Cell inhibition effects of different DTX formulations on A549 cells were evaluated by MTT assay (Figure 5A–C). It can be seen that free DTX, DTX-LPs, TAT-modified DTX-LPs, RGD-modified DTX-LPs, and TAT and RGD co-modified DTX-LPs exhibited a time-dependent and dose-dependent cytotoxicity on the cell lines tested. Although DTX is a powerful antitumor drug, it cannot completely inhibit cell proliferation. Similarly, LP conjugation with DTX did not result in superior effect. On the other hand, TAT or RGD conjugation with DTX significantly decreased cell proliferation and improved therapeutic efficiency. Surprisingly, TAT and RGD co-modified DTX-LPs showed a superior antiproliferative effect on A549 cells with a possible mechanism that suppressed the MDR phenomenon and exhibited a clear synergistic effect. The half maximal inhibitory concentration (IC50) values of all formulations are listed in Table 2. It was indicated that IC50 value was reduced to varied extents depending on incubation times, and TAT and RGD co-modified DTX-LPs have strong targeting ability, which can improve the cellular uptake as well as cytotoxicity of DTX.
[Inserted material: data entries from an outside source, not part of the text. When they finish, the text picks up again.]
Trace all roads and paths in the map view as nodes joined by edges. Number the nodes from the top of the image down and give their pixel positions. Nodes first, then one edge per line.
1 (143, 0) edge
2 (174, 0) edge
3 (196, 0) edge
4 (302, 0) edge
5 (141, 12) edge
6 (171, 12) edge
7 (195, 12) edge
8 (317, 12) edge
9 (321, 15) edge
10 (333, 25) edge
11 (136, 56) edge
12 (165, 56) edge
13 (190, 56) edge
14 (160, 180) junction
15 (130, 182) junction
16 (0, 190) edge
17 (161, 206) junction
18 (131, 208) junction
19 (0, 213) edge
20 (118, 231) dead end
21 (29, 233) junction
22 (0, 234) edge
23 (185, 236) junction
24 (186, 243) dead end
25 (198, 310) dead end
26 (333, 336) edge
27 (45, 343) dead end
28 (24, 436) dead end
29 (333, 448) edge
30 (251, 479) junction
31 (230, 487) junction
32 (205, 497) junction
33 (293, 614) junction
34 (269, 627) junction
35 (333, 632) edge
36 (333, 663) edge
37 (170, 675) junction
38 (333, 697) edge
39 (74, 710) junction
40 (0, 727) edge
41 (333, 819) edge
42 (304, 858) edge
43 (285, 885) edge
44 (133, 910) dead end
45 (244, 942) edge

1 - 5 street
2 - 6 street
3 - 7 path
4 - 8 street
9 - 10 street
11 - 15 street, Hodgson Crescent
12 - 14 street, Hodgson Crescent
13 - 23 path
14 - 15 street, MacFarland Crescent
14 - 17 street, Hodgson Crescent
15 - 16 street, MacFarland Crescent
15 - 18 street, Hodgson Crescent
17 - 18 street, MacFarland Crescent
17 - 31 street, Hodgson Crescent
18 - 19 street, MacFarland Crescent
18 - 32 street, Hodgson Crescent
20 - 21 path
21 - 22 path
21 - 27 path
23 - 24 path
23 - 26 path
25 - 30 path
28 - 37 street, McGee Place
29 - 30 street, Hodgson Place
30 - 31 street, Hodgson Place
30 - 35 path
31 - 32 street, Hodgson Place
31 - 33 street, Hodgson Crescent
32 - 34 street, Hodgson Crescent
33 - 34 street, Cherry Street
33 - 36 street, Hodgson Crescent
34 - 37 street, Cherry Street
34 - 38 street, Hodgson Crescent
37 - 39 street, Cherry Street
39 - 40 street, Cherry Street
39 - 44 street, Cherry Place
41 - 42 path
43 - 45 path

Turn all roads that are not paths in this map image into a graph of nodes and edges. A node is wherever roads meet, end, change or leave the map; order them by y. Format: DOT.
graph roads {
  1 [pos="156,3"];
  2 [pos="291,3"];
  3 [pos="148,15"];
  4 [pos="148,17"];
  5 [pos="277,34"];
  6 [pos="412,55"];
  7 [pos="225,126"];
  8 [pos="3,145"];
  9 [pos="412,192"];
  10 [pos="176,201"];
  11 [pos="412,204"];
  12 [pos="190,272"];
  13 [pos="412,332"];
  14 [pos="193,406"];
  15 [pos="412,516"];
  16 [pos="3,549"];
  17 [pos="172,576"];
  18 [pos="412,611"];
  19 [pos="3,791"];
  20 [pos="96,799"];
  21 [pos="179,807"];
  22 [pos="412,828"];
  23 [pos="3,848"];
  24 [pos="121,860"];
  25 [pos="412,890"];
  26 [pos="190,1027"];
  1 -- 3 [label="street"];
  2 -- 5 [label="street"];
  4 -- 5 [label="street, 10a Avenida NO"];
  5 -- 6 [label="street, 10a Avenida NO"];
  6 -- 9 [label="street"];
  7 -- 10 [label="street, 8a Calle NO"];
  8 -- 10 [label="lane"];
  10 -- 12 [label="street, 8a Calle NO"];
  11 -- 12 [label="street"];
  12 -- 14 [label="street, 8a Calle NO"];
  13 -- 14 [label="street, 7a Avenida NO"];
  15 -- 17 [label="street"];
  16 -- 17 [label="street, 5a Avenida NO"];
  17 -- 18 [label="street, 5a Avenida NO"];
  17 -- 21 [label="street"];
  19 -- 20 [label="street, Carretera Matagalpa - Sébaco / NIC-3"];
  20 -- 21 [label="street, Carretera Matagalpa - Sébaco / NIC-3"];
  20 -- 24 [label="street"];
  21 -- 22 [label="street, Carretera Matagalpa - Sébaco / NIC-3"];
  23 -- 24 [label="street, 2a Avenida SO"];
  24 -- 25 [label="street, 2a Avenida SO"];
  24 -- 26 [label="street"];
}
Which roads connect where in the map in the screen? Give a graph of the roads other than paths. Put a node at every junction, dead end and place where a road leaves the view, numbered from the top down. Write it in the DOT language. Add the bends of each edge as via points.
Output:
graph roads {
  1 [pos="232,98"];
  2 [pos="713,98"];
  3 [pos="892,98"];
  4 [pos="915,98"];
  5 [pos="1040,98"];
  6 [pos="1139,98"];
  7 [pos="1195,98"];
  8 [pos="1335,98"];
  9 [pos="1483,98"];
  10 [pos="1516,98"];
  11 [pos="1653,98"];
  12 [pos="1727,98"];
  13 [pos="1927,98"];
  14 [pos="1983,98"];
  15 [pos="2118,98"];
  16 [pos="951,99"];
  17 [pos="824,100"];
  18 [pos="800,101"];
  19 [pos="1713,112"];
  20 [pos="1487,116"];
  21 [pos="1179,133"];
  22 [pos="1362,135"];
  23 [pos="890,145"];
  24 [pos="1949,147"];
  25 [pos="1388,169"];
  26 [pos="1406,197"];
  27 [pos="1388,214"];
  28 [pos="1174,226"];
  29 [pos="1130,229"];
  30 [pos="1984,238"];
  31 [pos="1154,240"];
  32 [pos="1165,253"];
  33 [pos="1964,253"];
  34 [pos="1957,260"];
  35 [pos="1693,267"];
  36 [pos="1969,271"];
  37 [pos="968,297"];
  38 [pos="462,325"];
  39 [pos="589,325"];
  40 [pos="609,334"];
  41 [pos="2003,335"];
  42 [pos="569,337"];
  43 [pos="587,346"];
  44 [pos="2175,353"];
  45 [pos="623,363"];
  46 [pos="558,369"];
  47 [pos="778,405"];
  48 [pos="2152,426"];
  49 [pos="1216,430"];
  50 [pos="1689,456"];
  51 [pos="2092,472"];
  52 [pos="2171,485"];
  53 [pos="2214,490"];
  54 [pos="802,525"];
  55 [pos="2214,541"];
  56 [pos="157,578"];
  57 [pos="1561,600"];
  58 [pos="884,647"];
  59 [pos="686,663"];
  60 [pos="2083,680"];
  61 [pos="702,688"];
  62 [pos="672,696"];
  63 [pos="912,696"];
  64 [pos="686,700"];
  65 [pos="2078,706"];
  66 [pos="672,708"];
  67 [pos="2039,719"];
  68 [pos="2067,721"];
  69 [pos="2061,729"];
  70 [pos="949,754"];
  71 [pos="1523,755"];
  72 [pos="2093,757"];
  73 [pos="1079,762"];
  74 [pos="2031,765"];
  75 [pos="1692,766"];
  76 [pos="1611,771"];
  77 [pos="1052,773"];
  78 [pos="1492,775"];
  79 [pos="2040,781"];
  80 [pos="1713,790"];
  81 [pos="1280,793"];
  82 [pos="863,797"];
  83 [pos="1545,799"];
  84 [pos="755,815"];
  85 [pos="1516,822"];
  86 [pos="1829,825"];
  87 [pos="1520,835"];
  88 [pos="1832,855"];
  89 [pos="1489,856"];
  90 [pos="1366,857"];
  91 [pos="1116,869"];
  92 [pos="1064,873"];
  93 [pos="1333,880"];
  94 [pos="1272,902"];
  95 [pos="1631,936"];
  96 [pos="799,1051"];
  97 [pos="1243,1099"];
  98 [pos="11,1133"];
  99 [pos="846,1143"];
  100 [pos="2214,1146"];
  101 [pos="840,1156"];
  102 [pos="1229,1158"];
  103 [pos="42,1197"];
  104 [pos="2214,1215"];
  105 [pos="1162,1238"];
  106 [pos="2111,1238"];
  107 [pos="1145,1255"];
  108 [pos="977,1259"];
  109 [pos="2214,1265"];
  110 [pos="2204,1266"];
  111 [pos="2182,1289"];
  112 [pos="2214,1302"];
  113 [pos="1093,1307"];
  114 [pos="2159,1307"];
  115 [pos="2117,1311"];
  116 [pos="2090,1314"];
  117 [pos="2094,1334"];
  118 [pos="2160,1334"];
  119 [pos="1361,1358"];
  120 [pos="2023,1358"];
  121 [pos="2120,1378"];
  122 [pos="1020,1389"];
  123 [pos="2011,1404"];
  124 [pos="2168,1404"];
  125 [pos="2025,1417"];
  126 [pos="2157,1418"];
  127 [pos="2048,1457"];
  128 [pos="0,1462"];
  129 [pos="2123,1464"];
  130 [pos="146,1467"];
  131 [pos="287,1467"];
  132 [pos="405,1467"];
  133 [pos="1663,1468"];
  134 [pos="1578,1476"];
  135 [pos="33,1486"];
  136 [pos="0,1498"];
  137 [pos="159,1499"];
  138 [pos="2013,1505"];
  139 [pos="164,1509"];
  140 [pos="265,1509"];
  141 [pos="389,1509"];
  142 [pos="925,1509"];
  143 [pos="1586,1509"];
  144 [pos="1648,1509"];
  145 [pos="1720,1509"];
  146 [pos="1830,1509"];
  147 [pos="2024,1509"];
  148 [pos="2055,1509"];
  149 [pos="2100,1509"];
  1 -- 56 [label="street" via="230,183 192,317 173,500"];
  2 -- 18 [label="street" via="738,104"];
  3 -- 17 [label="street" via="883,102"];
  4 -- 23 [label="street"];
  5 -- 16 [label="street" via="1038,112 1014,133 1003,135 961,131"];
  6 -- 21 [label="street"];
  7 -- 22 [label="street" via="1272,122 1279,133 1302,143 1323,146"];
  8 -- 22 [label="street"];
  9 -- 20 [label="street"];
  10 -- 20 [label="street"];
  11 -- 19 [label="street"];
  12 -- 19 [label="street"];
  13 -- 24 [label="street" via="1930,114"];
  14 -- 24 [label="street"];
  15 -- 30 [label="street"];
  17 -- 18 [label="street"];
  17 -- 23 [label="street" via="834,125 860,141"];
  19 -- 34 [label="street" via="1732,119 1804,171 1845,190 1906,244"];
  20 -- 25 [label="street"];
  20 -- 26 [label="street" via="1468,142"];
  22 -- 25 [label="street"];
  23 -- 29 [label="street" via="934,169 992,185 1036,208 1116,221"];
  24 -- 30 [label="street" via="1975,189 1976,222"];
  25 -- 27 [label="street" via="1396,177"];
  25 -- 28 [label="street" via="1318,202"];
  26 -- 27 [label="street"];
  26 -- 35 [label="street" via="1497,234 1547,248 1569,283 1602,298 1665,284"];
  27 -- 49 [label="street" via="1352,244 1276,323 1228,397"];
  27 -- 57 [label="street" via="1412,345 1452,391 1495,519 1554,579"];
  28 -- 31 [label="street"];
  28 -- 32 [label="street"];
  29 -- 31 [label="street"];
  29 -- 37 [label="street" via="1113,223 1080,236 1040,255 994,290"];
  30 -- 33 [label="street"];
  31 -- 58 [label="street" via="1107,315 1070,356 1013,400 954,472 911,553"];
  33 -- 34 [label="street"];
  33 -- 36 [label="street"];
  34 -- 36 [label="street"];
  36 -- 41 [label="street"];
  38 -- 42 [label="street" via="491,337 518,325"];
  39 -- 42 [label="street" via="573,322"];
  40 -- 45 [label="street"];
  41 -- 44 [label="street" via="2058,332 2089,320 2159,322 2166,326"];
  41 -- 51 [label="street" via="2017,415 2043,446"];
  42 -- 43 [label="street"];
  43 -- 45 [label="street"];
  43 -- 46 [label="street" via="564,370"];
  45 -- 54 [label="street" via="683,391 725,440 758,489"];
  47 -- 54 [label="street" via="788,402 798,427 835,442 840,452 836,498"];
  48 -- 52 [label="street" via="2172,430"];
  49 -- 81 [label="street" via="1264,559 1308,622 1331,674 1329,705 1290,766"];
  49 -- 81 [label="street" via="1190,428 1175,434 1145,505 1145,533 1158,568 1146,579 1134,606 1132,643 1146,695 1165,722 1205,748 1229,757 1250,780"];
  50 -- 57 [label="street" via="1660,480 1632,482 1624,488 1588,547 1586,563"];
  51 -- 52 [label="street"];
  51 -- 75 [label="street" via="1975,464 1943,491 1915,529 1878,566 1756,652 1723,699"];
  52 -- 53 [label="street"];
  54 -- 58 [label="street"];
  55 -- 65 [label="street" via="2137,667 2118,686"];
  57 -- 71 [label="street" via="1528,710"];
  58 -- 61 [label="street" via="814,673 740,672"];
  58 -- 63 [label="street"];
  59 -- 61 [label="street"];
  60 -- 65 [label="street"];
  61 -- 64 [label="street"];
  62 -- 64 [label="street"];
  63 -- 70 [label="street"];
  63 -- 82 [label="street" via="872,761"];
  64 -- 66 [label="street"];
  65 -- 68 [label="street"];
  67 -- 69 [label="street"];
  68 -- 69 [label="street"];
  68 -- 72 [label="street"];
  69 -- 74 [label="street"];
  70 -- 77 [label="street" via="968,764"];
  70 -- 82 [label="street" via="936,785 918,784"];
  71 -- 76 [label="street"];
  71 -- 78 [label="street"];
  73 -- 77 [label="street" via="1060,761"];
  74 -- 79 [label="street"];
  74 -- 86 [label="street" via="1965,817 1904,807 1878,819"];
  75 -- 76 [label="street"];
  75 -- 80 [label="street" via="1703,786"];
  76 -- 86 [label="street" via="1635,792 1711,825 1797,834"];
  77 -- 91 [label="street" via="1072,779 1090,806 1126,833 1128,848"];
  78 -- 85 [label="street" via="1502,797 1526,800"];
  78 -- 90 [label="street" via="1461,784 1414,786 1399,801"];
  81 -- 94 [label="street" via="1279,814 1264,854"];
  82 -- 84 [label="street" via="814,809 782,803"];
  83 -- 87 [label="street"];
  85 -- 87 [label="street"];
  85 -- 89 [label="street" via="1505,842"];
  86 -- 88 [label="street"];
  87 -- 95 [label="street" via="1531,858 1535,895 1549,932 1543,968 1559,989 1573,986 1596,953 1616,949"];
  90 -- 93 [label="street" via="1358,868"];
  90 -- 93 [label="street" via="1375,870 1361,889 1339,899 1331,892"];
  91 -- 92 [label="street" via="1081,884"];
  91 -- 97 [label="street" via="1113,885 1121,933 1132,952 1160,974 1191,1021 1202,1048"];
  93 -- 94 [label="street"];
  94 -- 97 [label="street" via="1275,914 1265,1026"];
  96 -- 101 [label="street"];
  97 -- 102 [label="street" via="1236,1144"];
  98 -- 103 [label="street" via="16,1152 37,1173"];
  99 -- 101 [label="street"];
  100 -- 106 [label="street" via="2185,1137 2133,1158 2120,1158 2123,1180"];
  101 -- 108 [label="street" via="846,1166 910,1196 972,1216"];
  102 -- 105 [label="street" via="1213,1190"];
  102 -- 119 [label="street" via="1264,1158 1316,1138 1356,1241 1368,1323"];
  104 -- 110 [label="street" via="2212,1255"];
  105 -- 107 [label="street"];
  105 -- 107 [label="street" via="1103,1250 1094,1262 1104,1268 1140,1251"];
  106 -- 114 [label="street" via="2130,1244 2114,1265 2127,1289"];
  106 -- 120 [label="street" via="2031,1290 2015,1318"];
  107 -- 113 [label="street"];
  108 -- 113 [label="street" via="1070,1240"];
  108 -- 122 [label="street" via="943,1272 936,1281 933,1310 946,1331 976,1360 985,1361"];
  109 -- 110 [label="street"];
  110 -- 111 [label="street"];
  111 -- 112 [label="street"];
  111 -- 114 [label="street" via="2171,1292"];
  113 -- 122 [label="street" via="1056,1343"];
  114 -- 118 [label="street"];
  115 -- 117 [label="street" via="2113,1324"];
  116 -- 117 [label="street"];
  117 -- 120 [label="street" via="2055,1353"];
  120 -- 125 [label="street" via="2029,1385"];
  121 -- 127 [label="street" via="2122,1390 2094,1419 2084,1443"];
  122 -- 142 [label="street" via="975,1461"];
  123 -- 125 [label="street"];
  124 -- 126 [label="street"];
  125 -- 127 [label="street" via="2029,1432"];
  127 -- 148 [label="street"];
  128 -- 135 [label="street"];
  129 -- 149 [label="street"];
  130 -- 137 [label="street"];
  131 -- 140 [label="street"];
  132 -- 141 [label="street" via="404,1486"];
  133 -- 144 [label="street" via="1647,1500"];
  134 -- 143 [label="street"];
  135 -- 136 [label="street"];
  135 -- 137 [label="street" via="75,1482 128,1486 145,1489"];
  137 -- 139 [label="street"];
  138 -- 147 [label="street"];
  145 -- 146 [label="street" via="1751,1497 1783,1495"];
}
To test the antitumor activity of DTX, mice bearing human lung adenocarcinoma (A549) were treated with DTX in LPs with different formulations on three occasions over 10 days. As shown in Figure 6, all types of LPs inhibited the growth of human lung adenocarcinoma (A549) cells and reduced tumor size to a greater degree than the control group. However, compared with the control group, there was a marked reduction in tumor volume in the group treated with TAT and RGD co-modified LPs, while only a slight decrease in tumor volume was observed in the group treated with others. The average weights and volumes of the tumor are shown in Table 3. The appearance of the tumors was consistent with the statistical analysis of the tumor volume data, that is, when compared with the control group, all treatments significantly (P<0.05) inhibited tumor volume, with the greatest effect seen in TAT and RGD co-modified LPs. Similarly, the tumor weights were significantly (P<0.05) inhibited by both DTX treatments. Once again, the effect of TAT and RGD co-modified LPs was the most pronounced. Overall, our results indicate that the form of TAT and RGD co-modified LPs had a better antitumor effect in vivo than the other formulations.
The authors report no conflicts of interest in this work.